WORK REQUIRED | Reproduce the records exactly, but not the pictures.

● ● ● ● ● ● ●

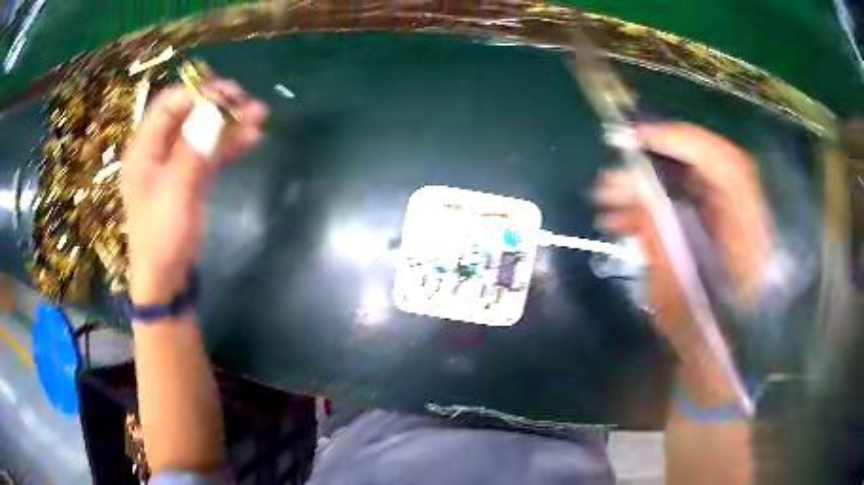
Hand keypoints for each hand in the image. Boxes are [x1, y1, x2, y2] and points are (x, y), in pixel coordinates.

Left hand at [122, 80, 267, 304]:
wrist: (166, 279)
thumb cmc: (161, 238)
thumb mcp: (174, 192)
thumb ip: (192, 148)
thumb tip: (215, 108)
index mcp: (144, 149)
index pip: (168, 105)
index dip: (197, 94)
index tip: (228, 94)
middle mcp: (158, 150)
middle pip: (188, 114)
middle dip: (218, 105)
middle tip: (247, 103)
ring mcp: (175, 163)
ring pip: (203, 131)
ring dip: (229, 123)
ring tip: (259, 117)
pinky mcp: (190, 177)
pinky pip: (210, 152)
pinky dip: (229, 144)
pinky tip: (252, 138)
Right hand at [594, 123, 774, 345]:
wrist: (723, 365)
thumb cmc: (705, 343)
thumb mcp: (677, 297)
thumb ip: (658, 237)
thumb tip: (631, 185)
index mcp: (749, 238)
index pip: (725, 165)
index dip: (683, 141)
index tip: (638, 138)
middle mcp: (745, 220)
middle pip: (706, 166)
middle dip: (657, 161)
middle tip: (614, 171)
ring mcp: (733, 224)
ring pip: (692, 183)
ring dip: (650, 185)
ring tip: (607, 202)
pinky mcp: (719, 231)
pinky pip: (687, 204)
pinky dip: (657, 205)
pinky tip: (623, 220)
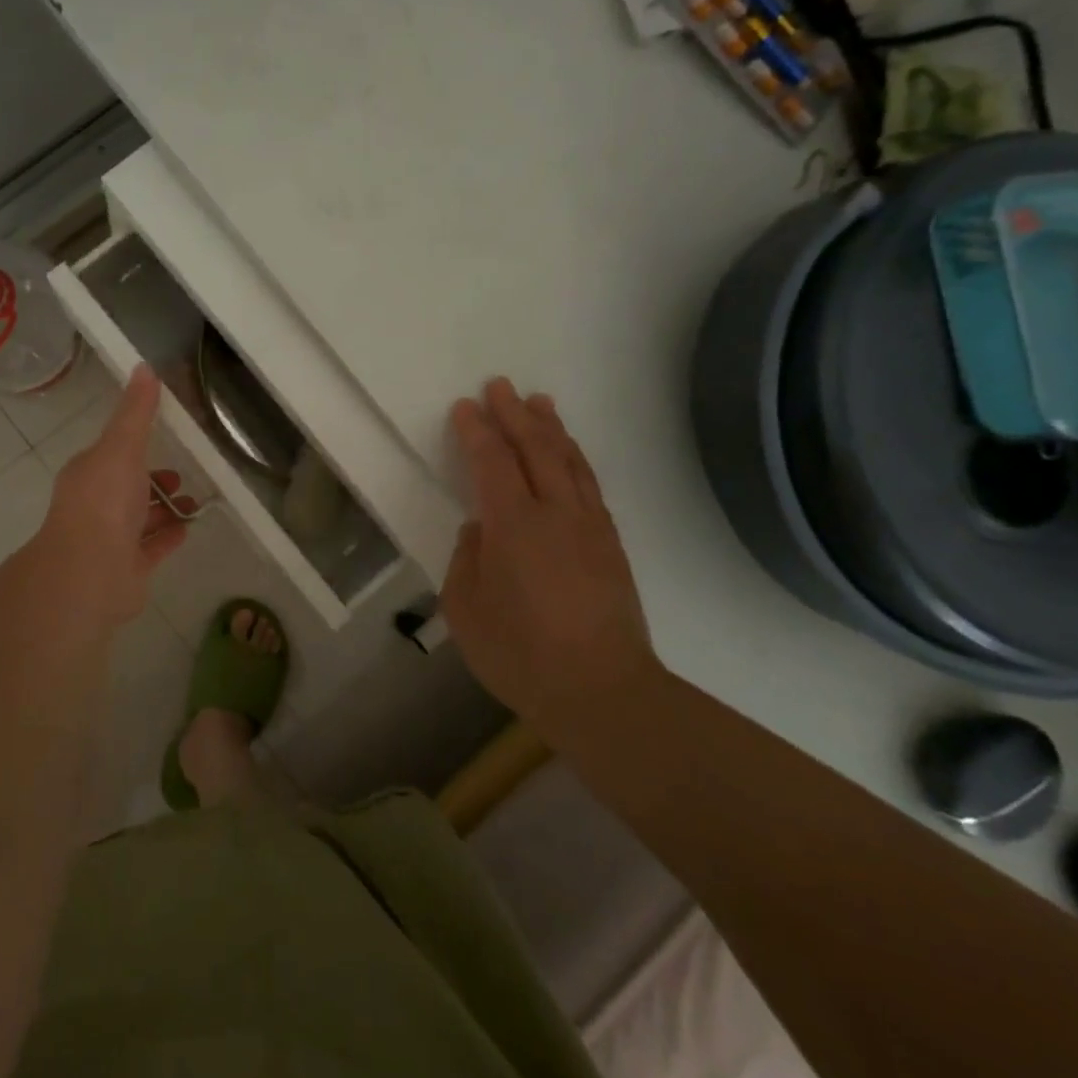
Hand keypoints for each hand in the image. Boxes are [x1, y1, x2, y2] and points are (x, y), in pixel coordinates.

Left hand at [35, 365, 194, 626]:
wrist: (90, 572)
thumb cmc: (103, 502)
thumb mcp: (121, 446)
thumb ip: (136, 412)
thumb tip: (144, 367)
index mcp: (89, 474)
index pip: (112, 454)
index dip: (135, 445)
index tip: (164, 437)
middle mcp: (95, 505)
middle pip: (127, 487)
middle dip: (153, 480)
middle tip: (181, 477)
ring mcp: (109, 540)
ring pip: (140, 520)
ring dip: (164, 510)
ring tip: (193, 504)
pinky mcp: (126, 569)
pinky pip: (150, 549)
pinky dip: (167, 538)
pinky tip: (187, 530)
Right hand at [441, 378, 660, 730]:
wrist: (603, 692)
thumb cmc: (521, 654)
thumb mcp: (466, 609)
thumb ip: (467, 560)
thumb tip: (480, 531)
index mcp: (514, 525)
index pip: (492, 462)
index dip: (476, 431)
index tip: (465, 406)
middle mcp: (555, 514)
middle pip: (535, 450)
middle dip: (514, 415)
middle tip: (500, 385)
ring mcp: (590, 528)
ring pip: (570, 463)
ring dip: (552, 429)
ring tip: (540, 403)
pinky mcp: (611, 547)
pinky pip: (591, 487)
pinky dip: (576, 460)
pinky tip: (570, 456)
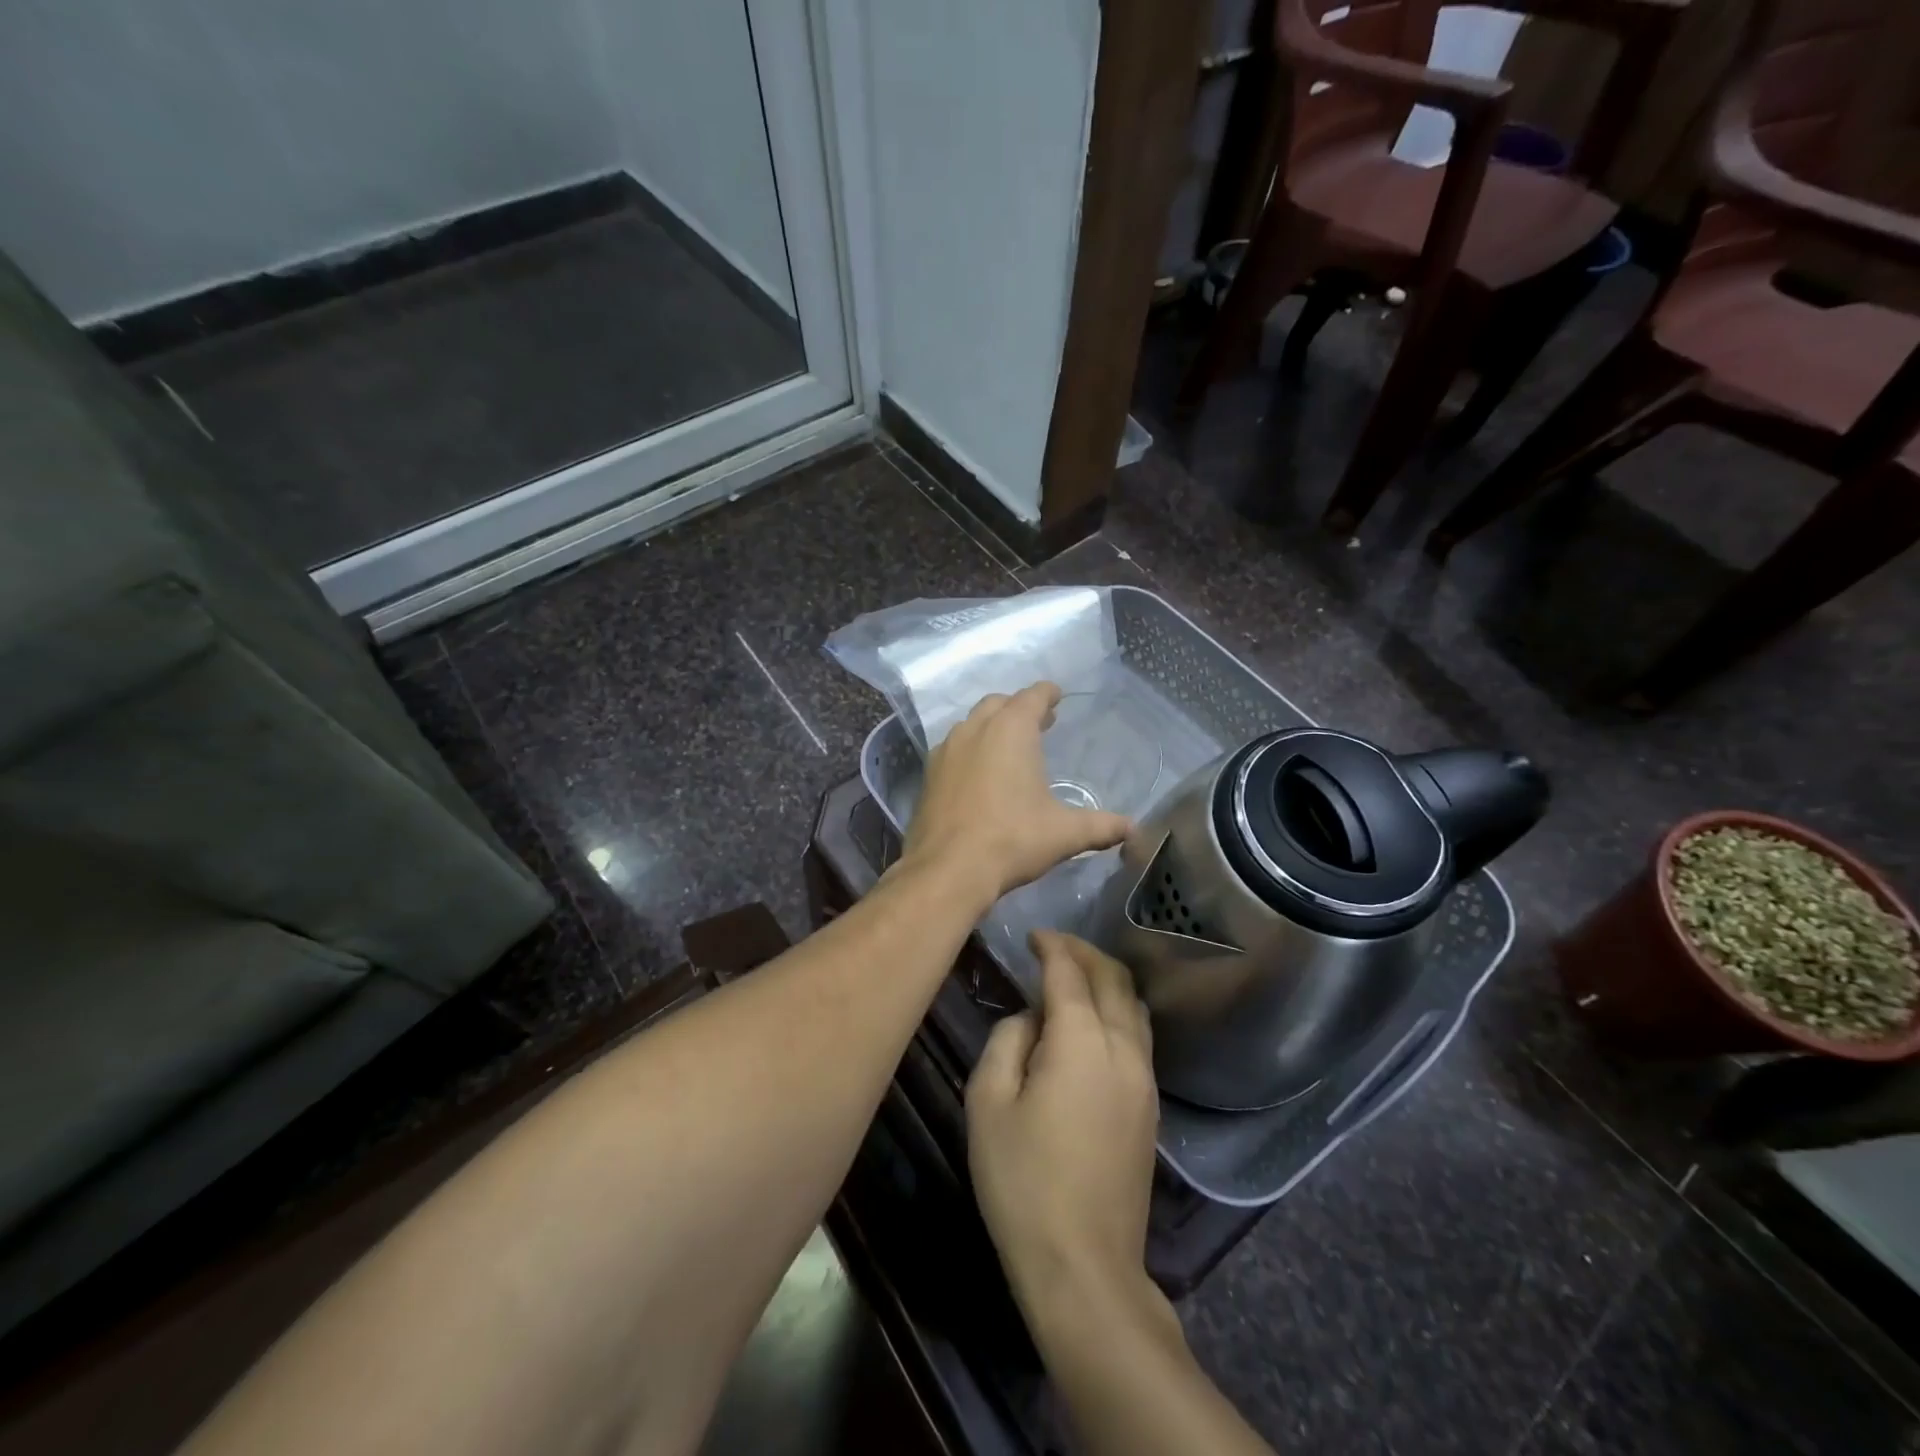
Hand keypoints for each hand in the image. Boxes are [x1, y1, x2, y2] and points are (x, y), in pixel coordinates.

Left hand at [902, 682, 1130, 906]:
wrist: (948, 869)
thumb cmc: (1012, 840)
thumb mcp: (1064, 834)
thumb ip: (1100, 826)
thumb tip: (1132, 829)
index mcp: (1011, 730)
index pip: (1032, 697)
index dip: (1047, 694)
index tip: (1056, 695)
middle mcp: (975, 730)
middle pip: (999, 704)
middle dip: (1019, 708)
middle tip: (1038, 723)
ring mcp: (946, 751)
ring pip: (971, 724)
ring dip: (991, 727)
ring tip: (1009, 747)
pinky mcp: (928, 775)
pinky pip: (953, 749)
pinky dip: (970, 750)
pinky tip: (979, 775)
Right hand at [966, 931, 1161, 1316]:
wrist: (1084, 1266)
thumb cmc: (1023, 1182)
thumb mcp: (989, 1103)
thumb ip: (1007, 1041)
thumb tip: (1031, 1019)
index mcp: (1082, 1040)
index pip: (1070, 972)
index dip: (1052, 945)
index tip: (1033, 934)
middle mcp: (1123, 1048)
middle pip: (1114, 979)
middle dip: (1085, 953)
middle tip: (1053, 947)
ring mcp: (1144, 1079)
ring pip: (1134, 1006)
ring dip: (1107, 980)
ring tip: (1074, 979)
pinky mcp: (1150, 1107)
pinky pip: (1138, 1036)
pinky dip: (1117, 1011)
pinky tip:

● ● ● ● ● ● ●

SOLUTION |
Hand keypoints for each hand in the image. Boxes are [x1, y1, x2, y2] and points are (x, y), in pixel coordinates.

Left hand at [122, 80, 267, 304]:
wrist: (166, 279)
thumb cmc: (161, 238)
thumb mcp: (174, 192)
thumb ip: (192, 148)
thumb tip: (215, 108)
index mcp: (144, 149)
index pip: (168, 105)
index dip: (197, 94)
index tip: (228, 94)
middle mcp: (158, 150)
middle pip: (188, 114)
middle dip: (218, 105)
middle tip: (247, 103)
ring mcp: (175, 163)
ring pip: (203, 131)
ring dip: (229, 123)
ring tip: (259, 117)
pinky mcp: (190, 177)
pinky pip: (210, 152)
pinky dip: (229, 144)
pinky tip: (252, 138)
Right hand at [594, 123, 774, 345]:
wrist: (723, 365)
thumb cmc: (705, 343)
thumb mcp: (677, 297)
thumb ip: (658, 237)
thumb tip: (631, 185)
index mcp: (749, 238)
index pip: (725, 165)
index dip: (683, 141)
index tip: (638, 138)
middle mcp: (745, 220)
middle pip: (706, 166)
middle dip: (657, 161)
middle tip: (614, 171)
ring mcp: (733, 224)
ring pip: (692, 183)
ring dip: (650, 185)
ring tip: (607, 202)
pinky mcp: (719, 231)
pinky pip: (687, 204)
pinky dip: (657, 205)
pinky tip: (623, 220)
Hand keypoints for each hand in the image. Boxes are [x1, y1, x2, y2] and points are (x, y), in pixel coordinates.

Left hand at [35, 365, 194, 626]:
wrist: (90, 572)
thumb cmc: (103, 502)
thumb mcp: (121, 446)
thumb ip: (136, 412)
thumb tip: (144, 367)
index mcp: (89, 474)
index pip: (112, 454)
index dip: (135, 445)
index tip: (164, 437)
middle mcp: (95, 505)
middle pip: (127, 487)
middle dip: (153, 480)
middle tip: (181, 477)
ring mcp: (109, 540)
ring pip: (140, 520)
ring dip: (164, 510)
ring tip: (193, 504)
pinky mcp: (126, 569)
pinky pip: (150, 549)
pinky dip: (167, 538)
pinky tip: (187, 530)
Right hand at [441, 378, 660, 730]:
wrist: (603, 692)
thumb cmc: (521, 654)
thumb mcp: (466, 609)
thumb ip: (467, 560)
thumb tip: (480, 531)
index mcp: (514, 525)
index pip: (492, 462)
index dip: (476, 431)
index tip: (465, 406)
middle mcp: (555, 514)
middle pip: (535, 450)
middle dip: (514, 415)
middle tip: (500, 385)
ring mcp: (590, 528)
ring pip: (570, 463)
ring dip: (552, 429)
ring tip: (540, 403)
pinky mcp: (611, 547)
pinky pip: (591, 487)
pinky dip: (576, 460)
pinky tip: (570, 456)
Hand keypoints for each hand in the image. Boxes are [x1, y1, x2, y2] and points are (x, y), in pixel coordinates.

Left hand at [902, 682, 1130, 906]:
wrist: (948, 869)
thumb cmc: (1012, 840)
thumb mcp: (1064, 834)
thumb ip: (1100, 826)
thumb tip: (1132, 829)
index mcp: (1011, 730)
index pip: (1032, 697)
index dip: (1047, 694)
index tip: (1056, 695)
middle mcp: (975, 730)
middle pip: (999, 704)
middle dip: (1019, 708)
middle tip: (1038, 723)
ring mcp: (946, 751)
ring pip: (971, 724)
ring dip: (991, 727)
ring tip: (1009, 747)
pinky mcp: (928, 775)
pinky pip: (953, 749)
pinky dip: (970, 750)
pinky tip: (979, 775)
Right hand at [966, 931, 1161, 1316]:
wrist: (1084, 1266)
thumb cmc: (1023, 1182)
thumb mcp: (989, 1103)
thumb ip: (1007, 1041)
thumb tip: (1031, 1019)
index mcp: (1082, 1040)
index pip: (1070, 972)
index dip: (1052, 945)
index tip: (1033, 934)
middle mcp: (1123, 1048)
middle pip: (1114, 979)
middle dip: (1085, 953)
middle tip: (1053, 947)
ring mcp: (1144, 1079)
ring pip: (1134, 1006)
ring dip: (1107, 980)
ring tip: (1074, 979)
pinky mcp: (1150, 1107)
pinky pip: (1138, 1036)
pinky dip: (1117, 1011)
pinky tip:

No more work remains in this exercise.